Schlesak's seamless incorporation of factual data and testimony—woven into Adam's dreamlike remembrance of a world turned upside down—makes The Druggist of Auschwitz a vital and unique addition to our understanding of the Holocaust.
PUBLISHERS WEEKLY
Schlesak, in his first book in English translation, is interested in documentation, here achieved through a collage of facts and firsthand narratives of the Holocaust by victims and perpetrators alike.
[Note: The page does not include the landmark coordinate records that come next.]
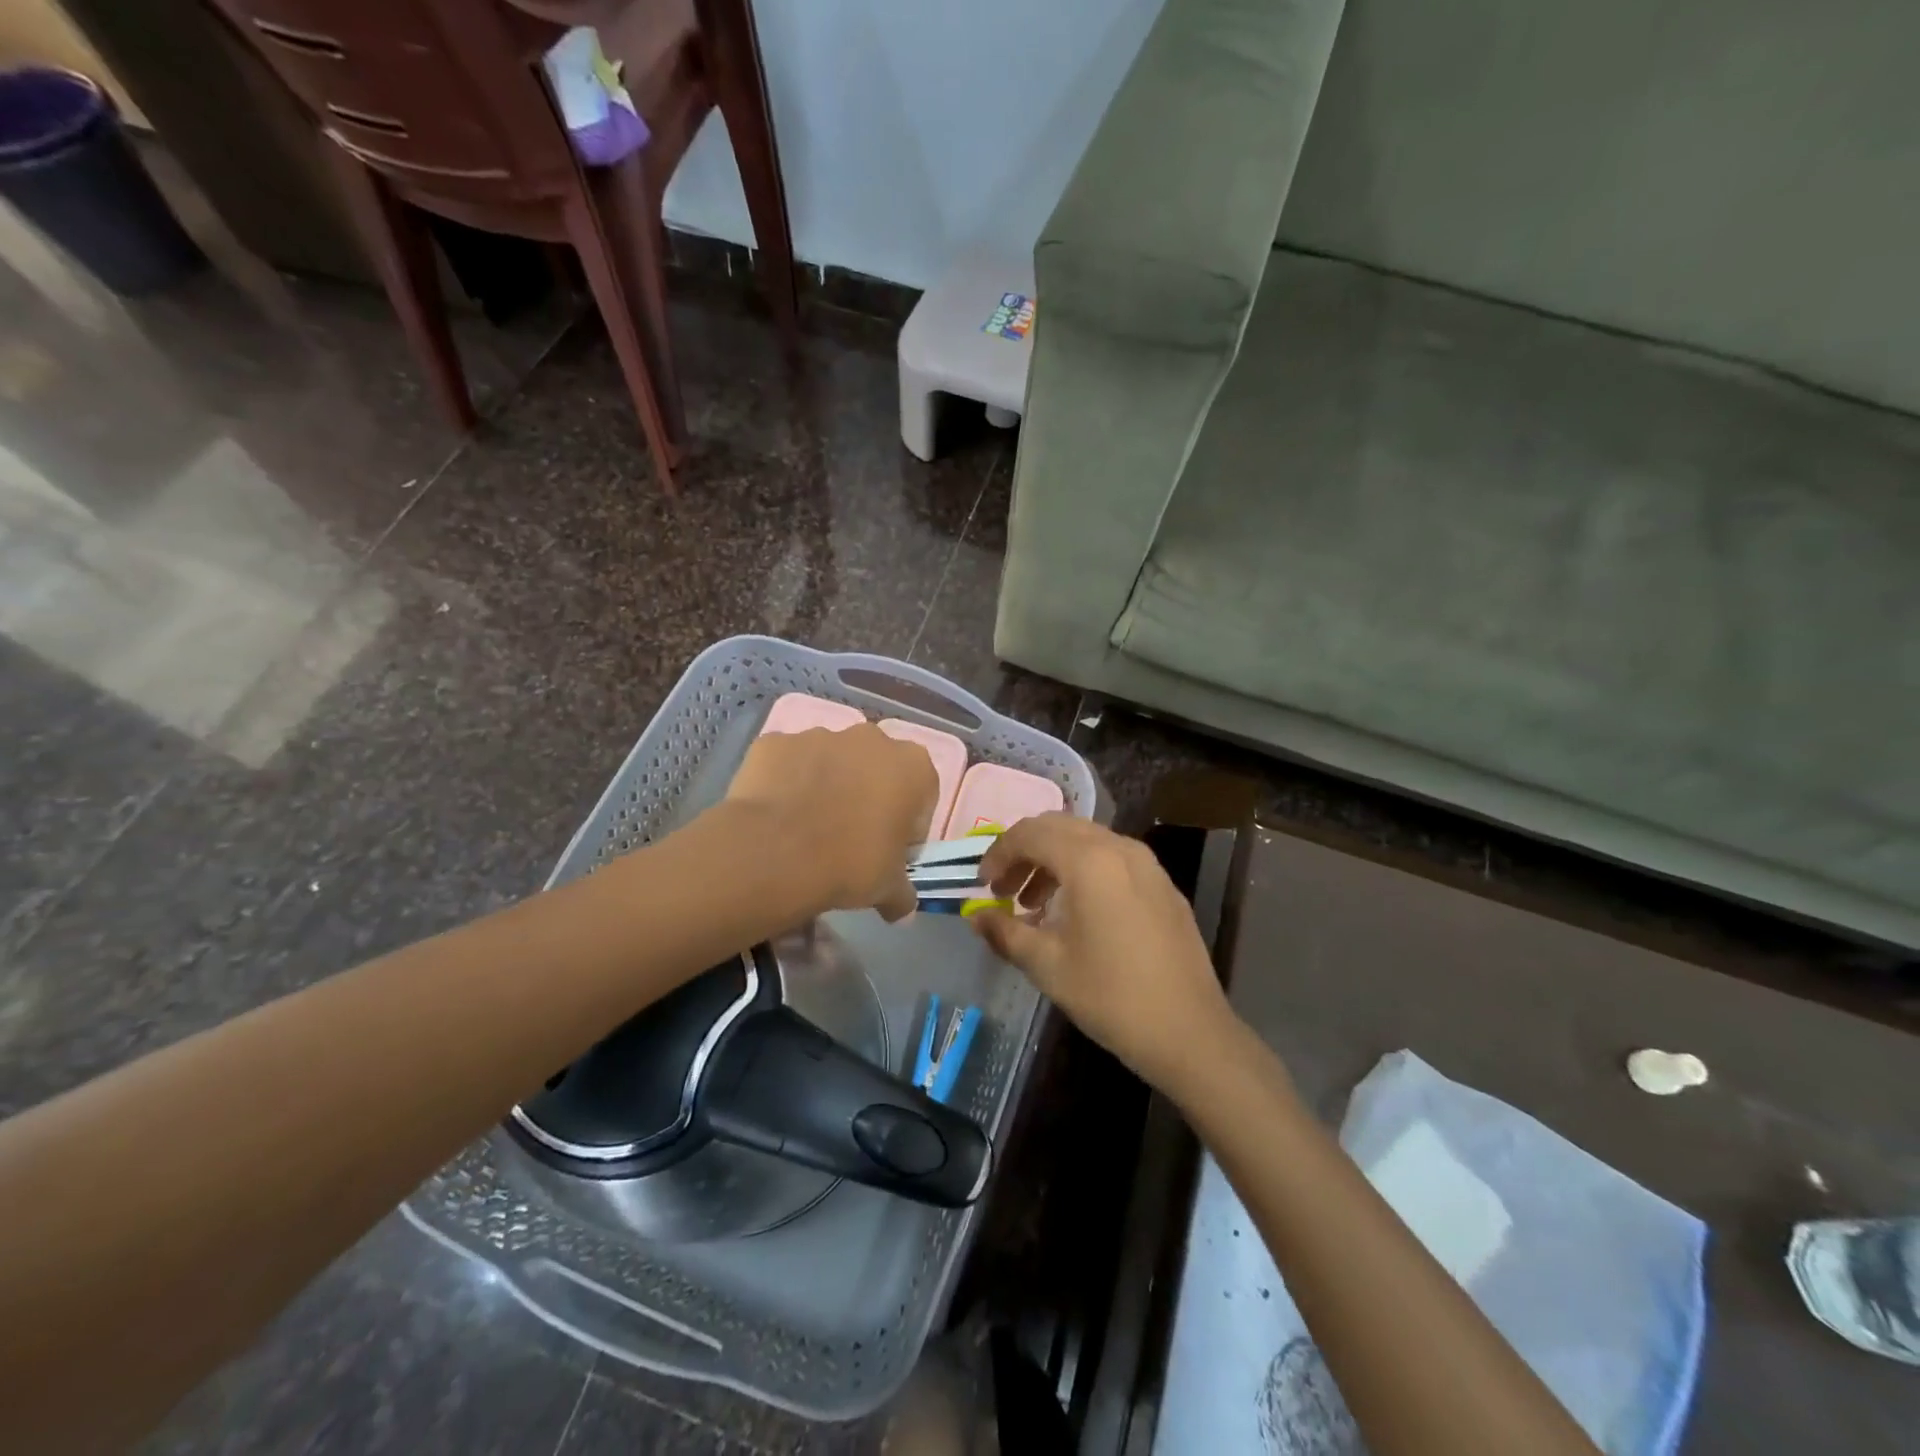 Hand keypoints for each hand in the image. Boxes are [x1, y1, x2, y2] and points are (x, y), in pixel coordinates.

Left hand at [722, 724, 936, 921]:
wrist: (774, 852)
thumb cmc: (850, 864)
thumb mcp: (888, 889)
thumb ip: (902, 893)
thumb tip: (901, 908)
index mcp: (913, 765)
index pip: (921, 797)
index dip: (907, 828)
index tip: (889, 854)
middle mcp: (871, 739)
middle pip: (877, 769)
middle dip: (868, 797)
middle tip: (849, 840)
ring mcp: (820, 734)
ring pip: (832, 762)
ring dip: (827, 786)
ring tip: (807, 830)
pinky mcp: (777, 742)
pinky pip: (789, 763)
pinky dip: (786, 783)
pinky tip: (777, 817)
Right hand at [971, 814, 1233, 1091]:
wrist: (1190, 1032)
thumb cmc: (1111, 996)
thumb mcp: (1047, 965)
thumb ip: (1005, 932)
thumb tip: (976, 918)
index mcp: (1089, 860)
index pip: (1030, 834)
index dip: (998, 854)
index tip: (982, 886)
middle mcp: (1120, 848)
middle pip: (1058, 828)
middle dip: (1024, 852)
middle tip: (1003, 890)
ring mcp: (1148, 865)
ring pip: (1087, 842)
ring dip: (1053, 862)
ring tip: (1034, 906)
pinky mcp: (1164, 886)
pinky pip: (1112, 860)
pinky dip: (1083, 871)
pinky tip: (1075, 914)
Centering the narrative around the 1964 Auschwitz trial in Frankfurt of Victor Capesius, the director of the Auschwitz medical dispensary, who methodically enriched himself with assets stolen from those arriving on the Hungarian transports, Schlesak contrasts the suffering of the camp survivors with the apparently conscience-free lives of those who were "obeying orders." He interviews Roland Albert, an Auschwitz guard and his mother's favorite cousin, who Schlesak knew as a young boy in Germany, and who seems to feel no real sense of responsibility for the Holocaust. To understand the survivors, Schlesak, as author-narrator, talks with Adam Salmen, the so-called "last Jew of Sch ssburg," whose camp diary is excerpted to heartrending effect as are his struggles with survivor guilt: "And even if you have gotten out, you never really escape..." The way testimony is collected and presented, without real narrative intervention, lends immediacy and veracity, but also feels less novelistic. Schlesak's work is relentless, sometimes too painful to read, testament to the fact that, in describing Auschwitz, no literary consolation is possible.